Kazakhstan explainer: Why did fuel prices spike, bringing protesters out onto the streets?
The rallies have now broadened to encompass more political demands.
The protests that began over the weekend in the western Kazakhstan town of Zhanaozen have rolled into their third day and are now spreading across the country.
The demands of the crowds are sounding increasingly political, according to scant reports from the region.
But they began with something very concrete: the price of liquified petroleum gas, or LPG, the fuel that many use to power their cars.
What caused the spike in LPG prices?
It all began with the phased transition to electronic trading for LPG that began in January 2019 and concluded on the first day of this year. The idea was to gradually end the subsidizing of prices for domestic fuel consumers and to allow the market to dictate prices instead. This means that almost all trade in LPG now happens over online trading platforms, with the exception of sales to industrial consumers in the petrochemical sector and a few other cases.
This policy has, predictably enough, led to a particularly precipitous rise in costs where demand for this fuel is high. And that has been the case in Kazakhstan’s western Mangystau region. In a matter of days, prices for LPG at gas stations doubled from 60 tenge ($0.14) to 120 tenge ($0.28) per liter. The government estimates that 70-90 percent of vehicles in the region run on LPG. That is a higher proportion than in many other parts of Kazakhstan.
Despite western Kazakhstan being rich in oil and gas, it is acknowledged that quality of life there is generally inferior to the capital, Nur-Sultan, and the business capital, Almaty. Roads are often poor, public amenities below standards, and because food has to be brought in over large distances, it can often end up costing more than in those richer urban centers. Fiddling with fuel prices was always bound to inspire rage.
How has the government defended its LPG policy?
Officials have scrambled to insist that the transition to electronic trading is not the only factor at play in Mangystau's especially sharp price rises.
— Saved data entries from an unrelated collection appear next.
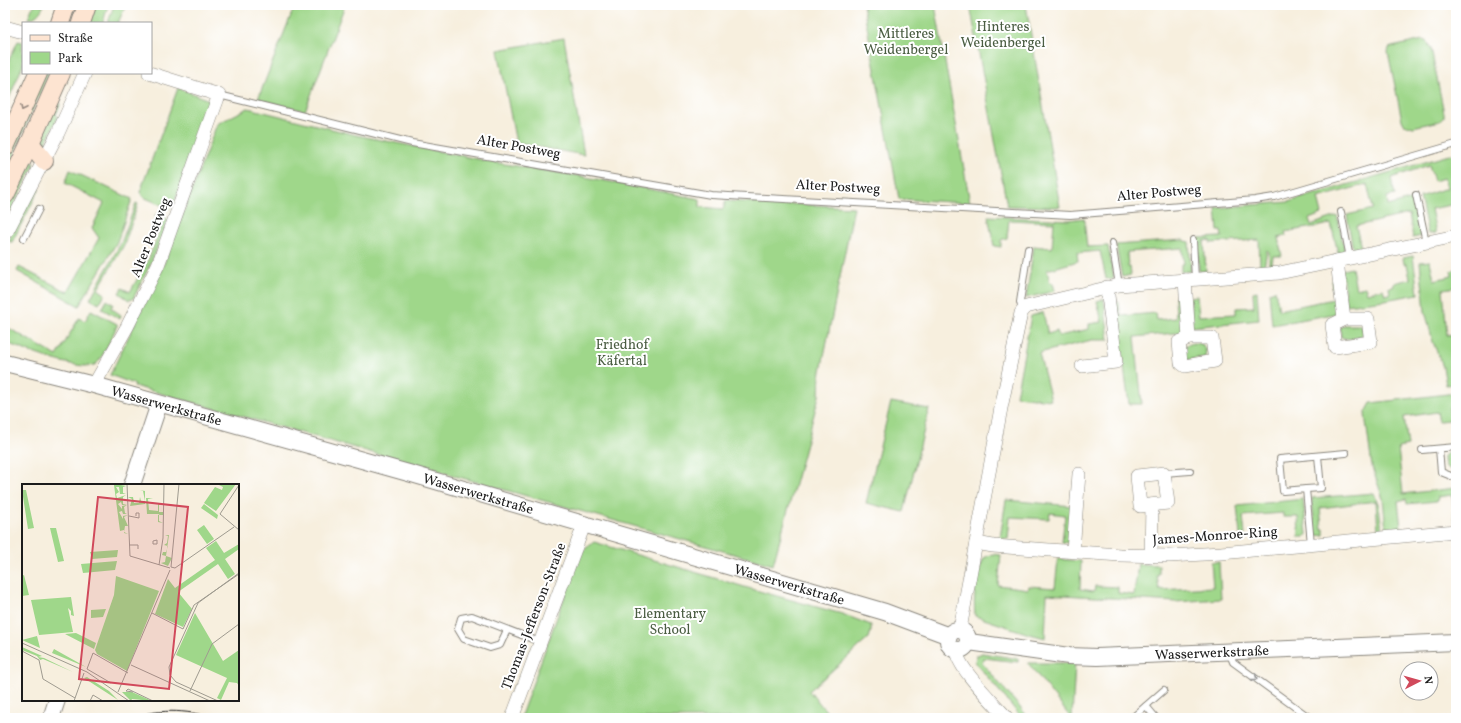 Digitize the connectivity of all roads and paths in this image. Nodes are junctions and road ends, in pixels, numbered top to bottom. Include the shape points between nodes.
1 (66, 5) edge
2 (87, 5) edge
3 (60, 22) edge
4 (80, 22) edge
5 (5, 27) edge
6 (22, 32) edge
7 (38, 74) edge
8 (61, 74) edge
9 (85, 74) edge
10 (152, 74) edge
11 (219, 95) junction
12 (30, 143) junction
13 (1456, 144) edge
14 (5, 147) edge
15 (44, 161) junction
16 (5, 195) edge
17 (1416, 195) dead end
18 (39, 209) dead end
19 (1341, 212) dead end
20 (5, 235) edge
21 (1456, 236) edge
22 (24, 238) dead end
23 (1193, 240) dead end
24 (1426, 242) junction
25 (1112, 243) dead end
26 (1028, 249) dead end
27 (1343, 260) junction
28 (1190, 279) junction
29 (1113, 286) junction
30 (1022, 311) junction
31 (1344, 319) dead end
32 (1189, 338) dead end
33 (5, 363) edge
34 (1082, 366) dead end
35 (94, 385) junction
36 (158, 404) junction
37 (1456, 447) edge
38 (1439, 449) junction
39 (1422, 450) dead end
40 (1346, 453) dead end
41 (1318, 456) junction
42 (1190, 470) dead end
43 (1164, 473) junction
44 (1079, 474) dead end
45 (1456, 478) edge
46 (132, 484) edge
47 (1306, 489) junction
48 (1152, 505) junction
49 (584, 525) junction
50 (1456, 531) edge
51 (976, 543) junction
52 (1311, 544) junction
53 (1072, 551) junction
54 (1151, 556) junction
55 (507, 630) junction
56 (958, 639) junction
57 (540, 642) junction
58 (1456, 642) edge
59 (1228, 651) junction
60 (1164, 690) dead end
61 (57, 701) edge
62 (68, 701) edge
63 (1146, 706) junction
64 (51, 718) edge
65 (63, 718) edge
66 (512, 718) edge
67 (1007, 718) edge
68 (1132, 718) edge
69 (1156, 718) edge
70 (1310, 718) edge

1 - 3 main road
2 - 4 main road
5 - 6 street
7 -> 14 main road
8 - 12 main road
9 - 15 street
10 - 11 street, Alter Postweg
11 - 13 lane, Alter Postweg via 412,143 711,195 1063,214 1274,197
11 - 35 street, Alter Postweg via 158,265
12 - 15 main road
12 - 16 main road
15 - 20 street
17 - 24 lane
18 - 22 lane
19 - 27 lane
21 - 24 street
23 - 28 lane
24 - 27 street
25 - 29 lane
26 - 30 lane via 1020,302
27 - 28 street via 1279,273
27 - 31 street
28 - 29 street
28 - 32 street
29 - 30 street via 1032,305
29 - 34 street via 1116,362
30 - 51 street
33 - 35 street, Wasserwerkstraße
35 - 36 street, Wasserwerkstraße
36 - 46 street
36 - 49 street, Wasserwerkstraße via 412,474
37 - 38 lane
38 - 39 lane
38 - 45 lane via 1441,472
40 - 41 lane
41 - 47 lane via 1321,488
41 - 47 lane via 1280,459 1283,491
42 - 43 lane
43 - 48 street via 1168,503
43 - 48 street via 1136,476 1140,506
44 - 53 street
47 - 52 lane
48 - 54 street
49 - 56 street, Wasserwerkstraße via 885,612
49 - 57 street, Thomas-Jefferson-Straße
50 - 52 street, James-Monroe-Ring
51 - 53 street, James-Monroe-Ring
51 - 56 street
52 - 54 street, James-Monroe-Ring via 1194,555
53 - 54 street, James-Monroe-Ring
55 - 55 lane via 472,616 461,618 458,629 464,639 490,648 500,646
55 - 57 lane
56 - 59 street, Wasserwerkstraße via 1015,650 1077,656
56 - 67 street via 956,655 965,670
57 - 66 street, Thomas-Jefferson-Straße
58 - 59 street, Wasserwerkstraße
59 -> 70 lane via 1233,662
60 - 63 lane
61 - 64 street
62 - 65 street
63 - 68 lane
63 - 69 lane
Energy Minister Magzum Mirzagaliyev has gone so far as to accuse gas stations in the region of price-fixing. Their mark-up on LPG sales stands at 25-50 percent, which is “higher than expected” and “gives us grounds to suspect possible price speculation among filling stations,” he said. The anti-monopoly agency is investigating.
Sure enough, filling stations in Mangystau appeared to quickly respond to pressure from the government and reduced their prices for LPG to 85-90 tenge per liter as a way of mollifying the swelling number of protesters. And then, on January 4, after talks between a government commission dispatched from Nur-Sultan to appease the demonstrators and representatives of the protesters in Aktau, an oil city near Zhanaozen where thousands of protesters have also gathered, officials announced that the price of LPG in Mangystau would be slashed once more, to 50 tenge ($0.11) per liter. That is 16 percent lower than it was before the protests began.
What was wrong with the old system anyway?
This is the government’s account of things. Prior to the transition to online trading, LPG was generally sold at a loss for producers, because prices for domestic consumers were regulated by the state and set at a rate below the cost of producing the fuel. In those conditions, there was little reason to produce LPG, which in turn generated shortages.
Another goal of the reform was to tackle illegal trading in LPG. Black-market operators are said to covertly export the commodity to countries where prices are significantly higher than in Kazakhstan. The government has produced data showing that the average retail price for LPG stands at 110 tenge ($0.25) per liter in Kazakhstan. That is two-thirds as much as Russians pay and around half the price LPG sells for in Kyrgyzstan.
With market relations dictating prices, making and selling LPG would finally become a more attractive proposition for producers. Why, those producers will have asked themselves, were they paying 80 tenge to produce a liter of LPG in Mangystau, but only being allowed to sell it for 60 tenge?
For long-term planners in Nur-Sultan, the transition to market rules was to be a cure-all. Investors in the fuel sector would now finally have enough money to refurbish aging and unproductive old plants, or maybe build new ones from scratch.
And no longer would drivers endure the endless cycles of shortages. Those shortages were only due to worsen, by the way. Demand for LPG in 2021 rose by 14 percent year on year, up to 1.6 million tons – even as production remained flat.
Indeed, mixed in with the raging over price rises this week, there was also fuming about deficits of the fuel.
In the face of the escalating anger, the government may, for now, have to shelve its notions of switching to market rules. It’s either that, or riding it out and doing what it takes to solve the fuel sector’s intractable problems.
*Correction: This story originally stated that the protests began over the price of compressed natural gas (CNG) rather than liquified petroleum gas (LPG).
Joanna Lillis is a journalist based in Almaty and author of Dark Shadows: Inside the Secret World of Kazakhstan.
Almaz Kumenov is an Almaty-based journalist.